The U.S. economy created 110,000 jobs in September, according to the U.S. report on employment. But the good news was made even better by a correction from the Labor Department, regarding an earlier report.
Last month, the agency said that employment had fallen in August, the first drop in years. The drop caused concern, as it implied that the U.S. economy might be failing more quickly than anyone had previously thought. The news was also one of the reasons the dollar got even weaker.
But today, the department's Bureau of Labor Statistics said they got the data wrong, and that employment actually went up in August, not down. With job numbers going up in September, as well, that means the U.S. economy is doing much better than people had thought.

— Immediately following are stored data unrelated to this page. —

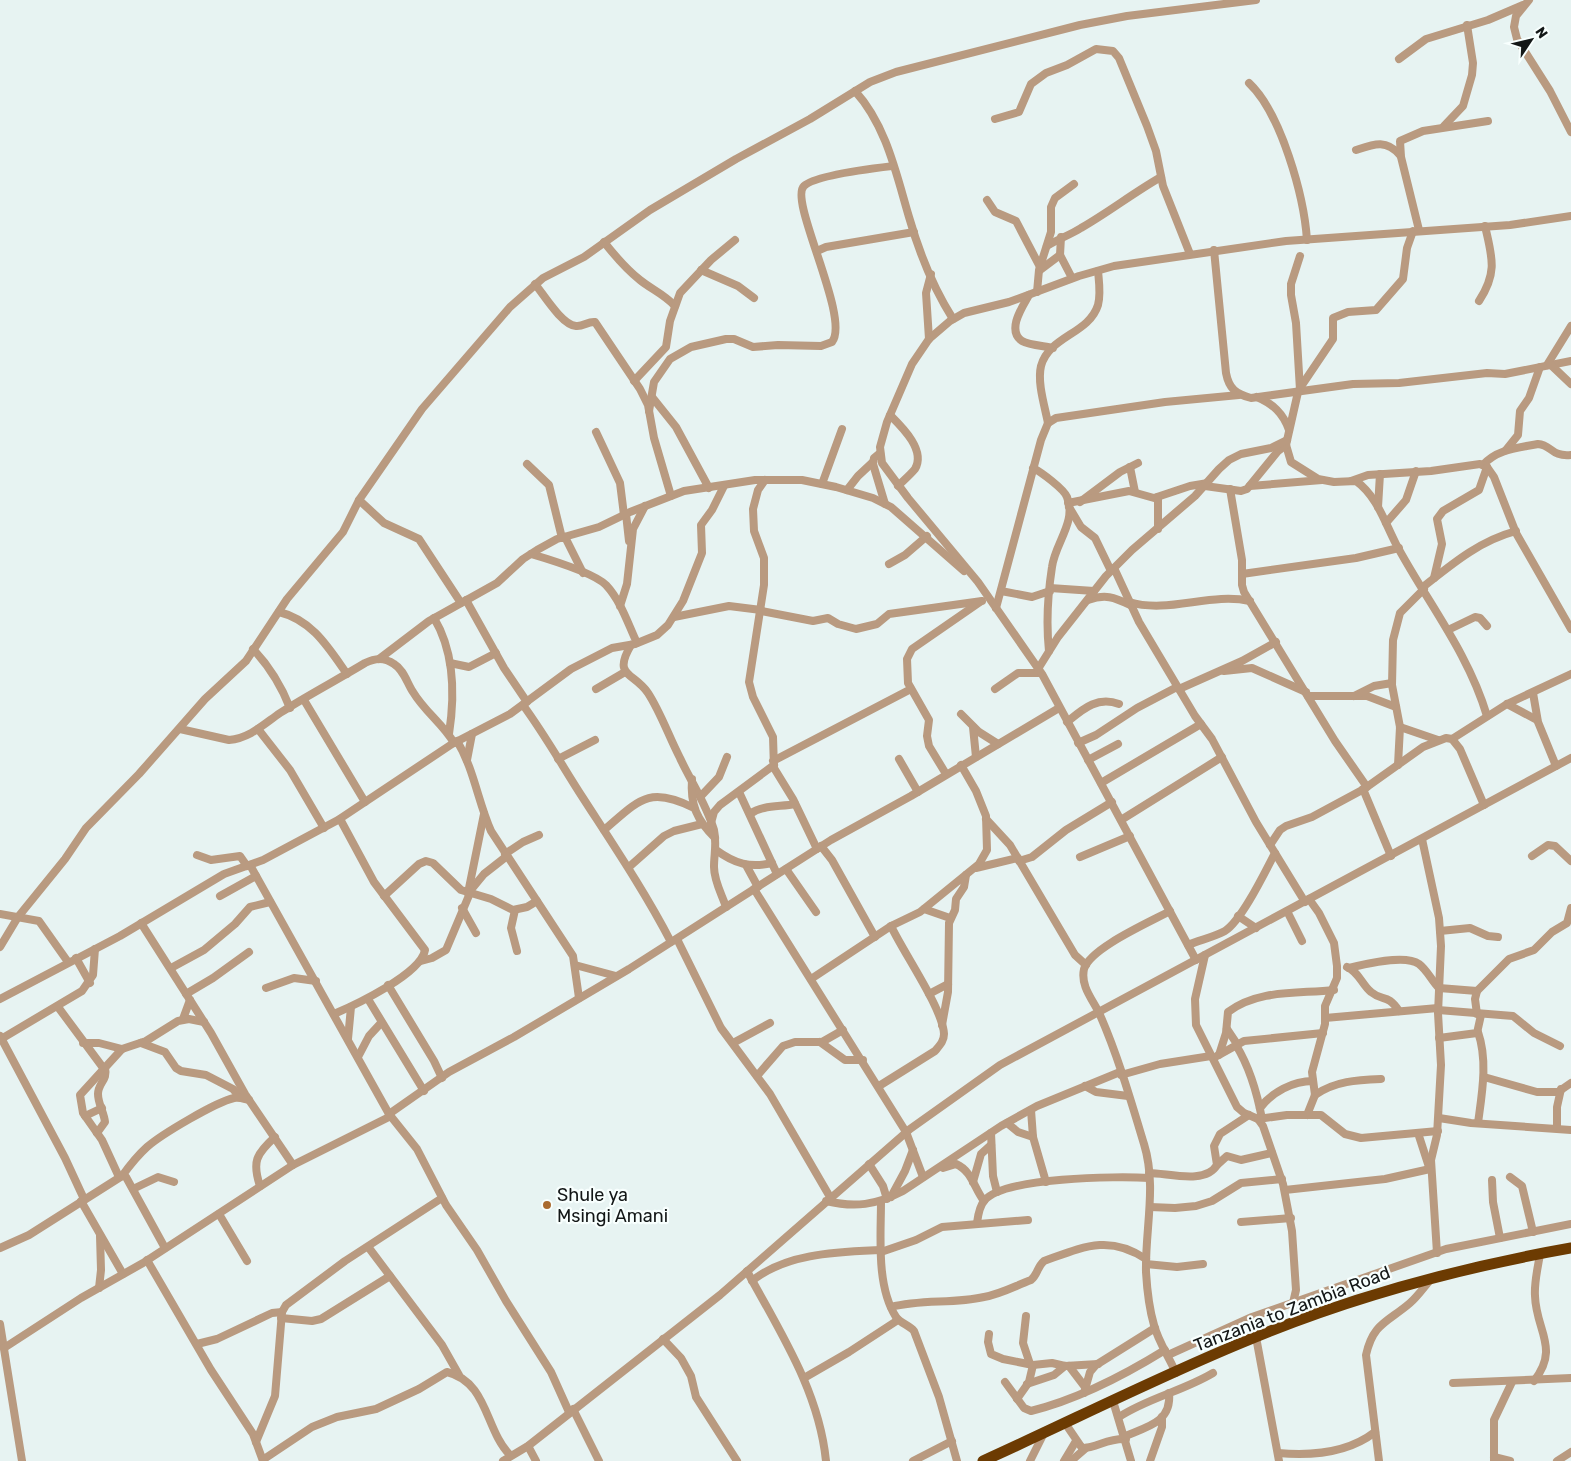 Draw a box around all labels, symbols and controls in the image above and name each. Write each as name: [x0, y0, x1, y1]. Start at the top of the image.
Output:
north arrow: [1506, 15, 1556, 65]
text: N: [1531, 24, 1551, 42]
place label: Shule ya Msingi Amani: [557, 1184, 668, 1227]
marker: Shule ya Msingi Amani: [541, 1199, 553, 1211]
street label: Tanzania to Zambia Road: [1191, 1261, 1393, 1357]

To put things in perspective, the reporting change is not the greatest possible news for laid off workers. While there were 200,000 new jobs created in the last two months, that's around half of what the economy was creating a year ago. So, employment grew, just not nearly as fast as it used to.
The recent job gains were seen in healthcare and education. The manufacturing and construction sectors lost 32,000 jobs collectively.

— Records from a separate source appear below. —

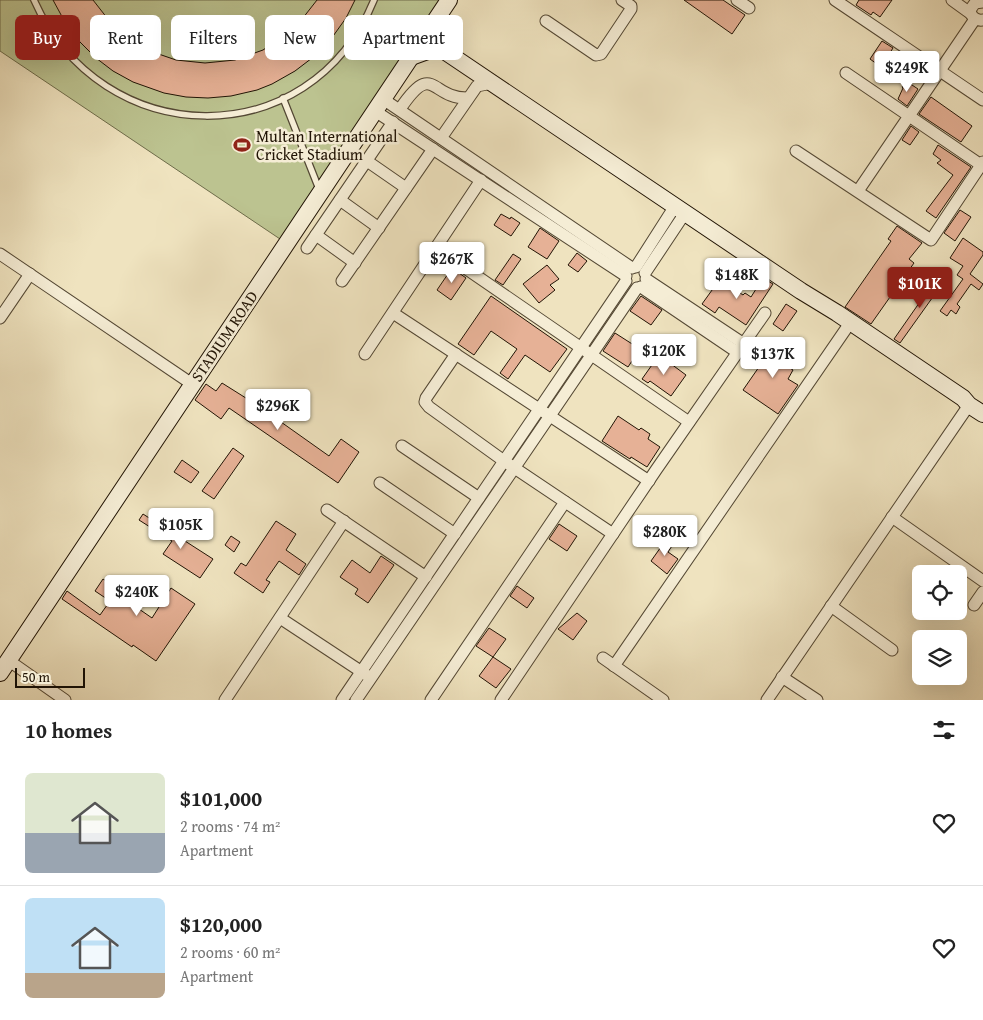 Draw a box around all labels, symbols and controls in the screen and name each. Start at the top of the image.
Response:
chip: Buy [15,15,80,60]
chip: Rent [90,15,161,60]
chip: Filters [171,15,255,60]
chip: New [265,15,334,60]
chip: Apartment [344,15,463,60]
pin: $249K [872,51,942,93]
text: $249K [885,55,929,79]
place label: Multan International Cricket Stadium [256,124,398,166]
sports icon: Multan International Cricket Stadium [232,135,252,155]
pin: $267K [417,242,487,284]
text: $267K [430,246,474,270]
pin: $148K [702,258,772,300]
text: $148K [715,262,759,286]
pin: $101K [885,266,955,309]
text: $101K [898,271,942,295]
street label: STADIUM ROAD [185,285,264,386]
pin: $120K [629,334,699,376]
pin: $137K [738,336,808,379]
text: $120K [642,338,686,362]
text: $137K [751,341,795,365]
pin: $296K [243,388,313,431]
text: $296K [256,393,300,417]
pin: $105K [146,508,216,550]
text: $105K [159,512,203,536]
pin: $280K [630,514,700,557]
text: $280K [643,519,687,543]
map controls [912,565,967,685]
button: locate [912,565,967,620]
pin: $240K [102,574,172,617]
text: $240K [115,579,159,603]
button: layers [912,630,967,685]
scale bar [15,665,85,688]
text: 50 m [22,667,50,687]
text: 10 homes [25,715,112,746]
icon: filters [930,716,958,744]
text: $101,000 [180,783,262,814]
icon: home [65,793,125,853]
icon: heart [930,809,958,837]
text: 2 rooms · 74 m² [180,814,280,838]
text: Apartment [180,838,253,862]
text: $120,000 [180,909,262,940]
icon: home [65,918,125,978]
icon: heart [930,934,958,962]
text: 2 rooms · 60 m² [180,940,280,964]
text: Apartment [180,964,253,988]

The news also included one odd statistic: Even though there were more jobs, the unemployment rate went up a tenth, to 4.7 percent of U.S. workers. The counter-intuitive rise was the result of more people entering the labor force and looking for jobs.
Analysts said job growth is still modest enough that they remain concerned about the housing market dragging down the economy. For them, the question that remains unanswered is whether the housing slump will spill over and hurt consumer spending — and the broader economy.
The numbers released today show that average hourly earnings rose four tenths of a percent for September and 4.1 percent from a year ago.
The Federal Reserve will take those numbers into account as it decides whether to continue interest rate cuts. The central bank has been moving to stimulate the economy with rate cuts, but it doesn't want to over-stimulate and spur inflation.